Though established in 2013, Birzeit Brewery only began commercial sales of its signature line, called Shepherds Beer, in July 2015 due to challenges associated with operating in the occupied West Bank and importing equipment and supplies through Israel, including unpredictable delays in acquiring permits.

Birzeit also faced licensing issues with the Palestinian Authority, which initially rejected the design of its beer bottle label featuring the drawing of a shepherd on the premise that it was a depiction of Jesus and thus blasphemous. It took Sayek three months to persuade the authorities otherwise.

In 2016, Birzeit decided to remove a booth it had set up at the Birzeit heritage festival following criticism from a local Muslim preacher for promoting alcohol consumption. The brewery withdrew to avoid controversy, but later organised its own event, the first Shepherds Beer Festival, in the town.

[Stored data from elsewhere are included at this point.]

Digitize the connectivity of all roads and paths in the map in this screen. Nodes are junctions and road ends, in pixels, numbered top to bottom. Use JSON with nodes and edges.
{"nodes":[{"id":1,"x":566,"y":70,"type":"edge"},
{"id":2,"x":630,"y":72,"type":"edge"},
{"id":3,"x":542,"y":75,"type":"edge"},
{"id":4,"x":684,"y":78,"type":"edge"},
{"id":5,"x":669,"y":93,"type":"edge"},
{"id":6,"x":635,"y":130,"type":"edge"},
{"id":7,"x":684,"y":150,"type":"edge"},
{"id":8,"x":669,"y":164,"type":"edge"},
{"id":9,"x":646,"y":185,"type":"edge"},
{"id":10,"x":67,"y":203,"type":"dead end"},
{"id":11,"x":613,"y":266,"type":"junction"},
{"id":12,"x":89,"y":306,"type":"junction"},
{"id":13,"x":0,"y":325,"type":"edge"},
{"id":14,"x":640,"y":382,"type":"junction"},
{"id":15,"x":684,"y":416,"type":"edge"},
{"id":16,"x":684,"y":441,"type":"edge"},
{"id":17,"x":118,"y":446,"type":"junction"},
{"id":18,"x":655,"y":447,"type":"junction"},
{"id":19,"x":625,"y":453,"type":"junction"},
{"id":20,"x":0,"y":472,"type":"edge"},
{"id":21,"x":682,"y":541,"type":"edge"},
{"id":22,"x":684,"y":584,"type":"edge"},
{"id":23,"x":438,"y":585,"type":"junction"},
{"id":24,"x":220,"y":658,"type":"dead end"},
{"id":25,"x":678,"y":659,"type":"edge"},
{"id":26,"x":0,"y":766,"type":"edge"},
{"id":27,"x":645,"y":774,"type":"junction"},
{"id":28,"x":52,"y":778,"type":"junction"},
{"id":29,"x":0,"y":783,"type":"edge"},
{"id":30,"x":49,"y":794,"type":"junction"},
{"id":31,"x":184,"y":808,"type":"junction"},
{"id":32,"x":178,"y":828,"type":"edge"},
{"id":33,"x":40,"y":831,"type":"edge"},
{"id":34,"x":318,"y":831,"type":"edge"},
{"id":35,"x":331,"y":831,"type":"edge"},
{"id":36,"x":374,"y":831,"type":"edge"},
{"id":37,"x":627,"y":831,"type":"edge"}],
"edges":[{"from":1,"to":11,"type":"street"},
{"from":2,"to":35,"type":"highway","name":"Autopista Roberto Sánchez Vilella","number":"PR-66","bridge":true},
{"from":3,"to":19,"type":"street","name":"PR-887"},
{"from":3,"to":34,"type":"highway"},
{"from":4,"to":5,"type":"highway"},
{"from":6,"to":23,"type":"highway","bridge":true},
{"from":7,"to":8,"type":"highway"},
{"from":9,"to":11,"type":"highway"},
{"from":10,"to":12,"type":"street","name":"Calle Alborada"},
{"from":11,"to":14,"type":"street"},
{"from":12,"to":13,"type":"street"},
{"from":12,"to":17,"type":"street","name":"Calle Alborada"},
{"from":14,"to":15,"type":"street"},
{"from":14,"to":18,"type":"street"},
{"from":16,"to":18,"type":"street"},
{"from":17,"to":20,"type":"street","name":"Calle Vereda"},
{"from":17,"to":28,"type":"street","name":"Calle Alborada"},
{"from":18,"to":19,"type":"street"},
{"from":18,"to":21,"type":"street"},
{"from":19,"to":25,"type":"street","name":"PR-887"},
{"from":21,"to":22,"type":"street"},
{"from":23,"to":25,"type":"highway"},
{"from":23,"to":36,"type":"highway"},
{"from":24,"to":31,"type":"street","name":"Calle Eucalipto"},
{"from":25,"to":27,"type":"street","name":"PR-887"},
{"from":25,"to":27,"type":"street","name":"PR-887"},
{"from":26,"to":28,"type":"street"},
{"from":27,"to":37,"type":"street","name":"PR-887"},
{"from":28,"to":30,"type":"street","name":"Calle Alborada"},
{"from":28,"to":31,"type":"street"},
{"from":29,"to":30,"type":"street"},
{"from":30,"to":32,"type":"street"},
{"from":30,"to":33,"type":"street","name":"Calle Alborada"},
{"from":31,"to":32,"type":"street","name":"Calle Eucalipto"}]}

This became an annual event, and the second annual Shepherds Beer Festival, hosted by the brewery in August 2017 in Beit Sahour, a Palestinian Christian suburb of Bethlehem, drew 7,000—8,000 visitors across two days. It has been held in August again each year ever since.

As of 2017, the local permitting hurdles faced by the business had been overcome and Shepherds Beer was being sold in both the Palestinian territories and Israel, and being exporting to Italy, Chile and the United States.

==Beers==
The Shepherds Beer line includes a blonde Czech-style Pilsner, an English-type amber ale and an Irish stout. It also produces seasonal beers, one example being a small batch of "berry wheat beer" it brewed using four types of berries harvested from farms around Birzeit. The brewery has stated its plans for a non-alcoholic beer line and is also considering the production of other alcoholic beverages.

==Local challenges==

As a Palestinian brewery in the Israeli-occupied West Bank, Birzeit faces a number of common challenges for such operations, including restrictions on construction, imports and exports, as well as access to vital resources like water.

This latter problem in particular led Sayej to design an in-house water treatment system to recycle water for cleaning and other auxiliary uses in the brewery. The brewery also collects rainwater for such purposes.

Sayej has also experimented with growing his own hops for the brewery with a view to producing a single-origin Palestinian IPA. He has produced limited quantities of hops using hydroponics that the brewery has used to make small batches of beers for special events.